Jessie has learned (as all children do) just what it takes to hook Mom. Although it's true that they are both extroverts, Jessie isn't just imitating her mother. It's far more complicated than that. In order to get her mother to notice her--even for a few moments--she has figured out that she needs to be dazzling. Nothing else does it. This Mom withdraws from whining or tantrums. She doesn't notice quiet requests for time. Anything low-key is lost on her. What this Mom responds to most readily and often is star-power. So star power is what Jessie gives her.
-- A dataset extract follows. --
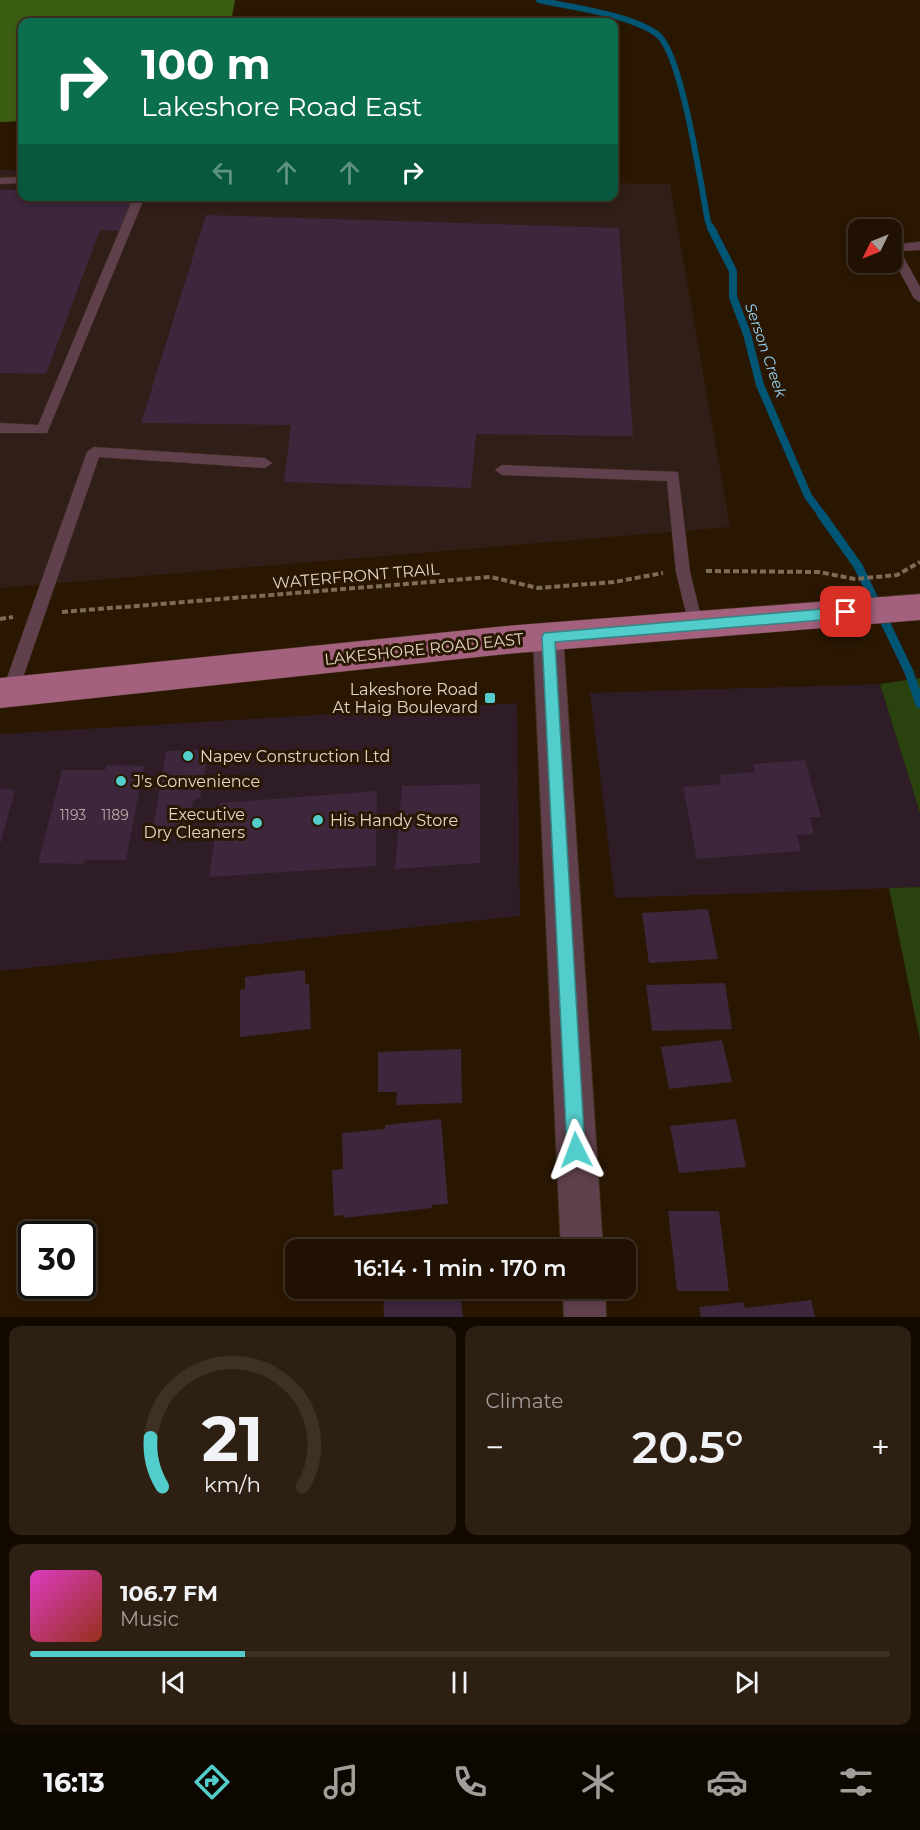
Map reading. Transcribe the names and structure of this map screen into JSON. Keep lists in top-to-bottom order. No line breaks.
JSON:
{"streets":{"main road":["LAKESHORE ROAD EAST"],"path":["WATERFRONT TRAIL"]},"water":["Serson Creek"],"places":{"transit":["Lakeshore Road At Haig Boulevard"],"other":["Napev Construction Ltd","J's Convenience","His Handy Store","Executive Dry Cleaners"]},"house_numbers":["1193","1189"],"north":"bottom left","page":{"turn":["100 m","Lakeshore Road East"],"limit":"30","trip":"16:14 · 1 min · 170 m","tile":"Climate","heat":["−","20.5°","+"],"song":["106.7 FM","Music"],"tabs":"16:13","gauge":["21","km/h"]}}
To Jessie, every other adult is a rehearsal audience for the big event--moments with Mom. She practices diligently to master what is necessary to get adults engaged. Although she is only eight, she is a pro. She is also emotionally insecure. Convinced that she isn't enough unless she is shining, this child simply can't settle down in her mother's company. Mom sees and approves of the shining daughter. She doesn't see the scared little girl who needs to know that her mother loves her even when she isn't "on stage".

A friend of mine, observing Jessie, said it well. "This child needs to be able to relax in her parent's love." Mom's lap should be the safe place where Jessie can be herself and be accepted and loved and cherished, especially when she is doing absolutely nothing. There doesn't seem to be room in this family for Jessie to just "be." But love for being, not for performing, is what she needs most. It is that kind of love that is the basis of self-esteem and confidence. It is that kind of love that is essential for the development of the stable core self we all need to manage the uncertainties of life.

I was lucky. I had this kind of resting place early in life. My grandmother was the kind of person who always made room in her day (and her lap) for a child to just be and be loved. I remember the feeling of being close to her, of hearing the low murmur of sweet words into my hair. I watched her do the same with my kids when they were young. She certainly had plenty of other things to do. She sometimes told the children that they had to wait for this or that to get done. But often enough she would find a way to put down what she was doing to gather a child into her arms to just be quiet together for a few minutes.

Grandma intuitively understood a basic truth: Giving a little of what is needed--now--is much easier and more efficient than dealing with the increasingly creative and frantic efforts of a child whose needs aren't being met. It's not long before a child who can count on hugs being available doesn't need the particular hug anymore. Easily satisfied, she or he detaches and goes on to the next interesting thing in child life. But if hugs are hard to get, if time with total attention is hard-won and rare, kids will do whatever it takes for however long to get it. Uncertain that there will be another hug, these children can't afford to let go of the one they've got.

"Resting in a parent's love." I like the phrase. No matter how old they get, our children need to know that we love them just for being who they are.

Dr.Marie advises:

To help children be secure in your love . . .

  • Show them often that it is enough that they just be.

  • Remember to give attention often so that children don't need to learn to demand it.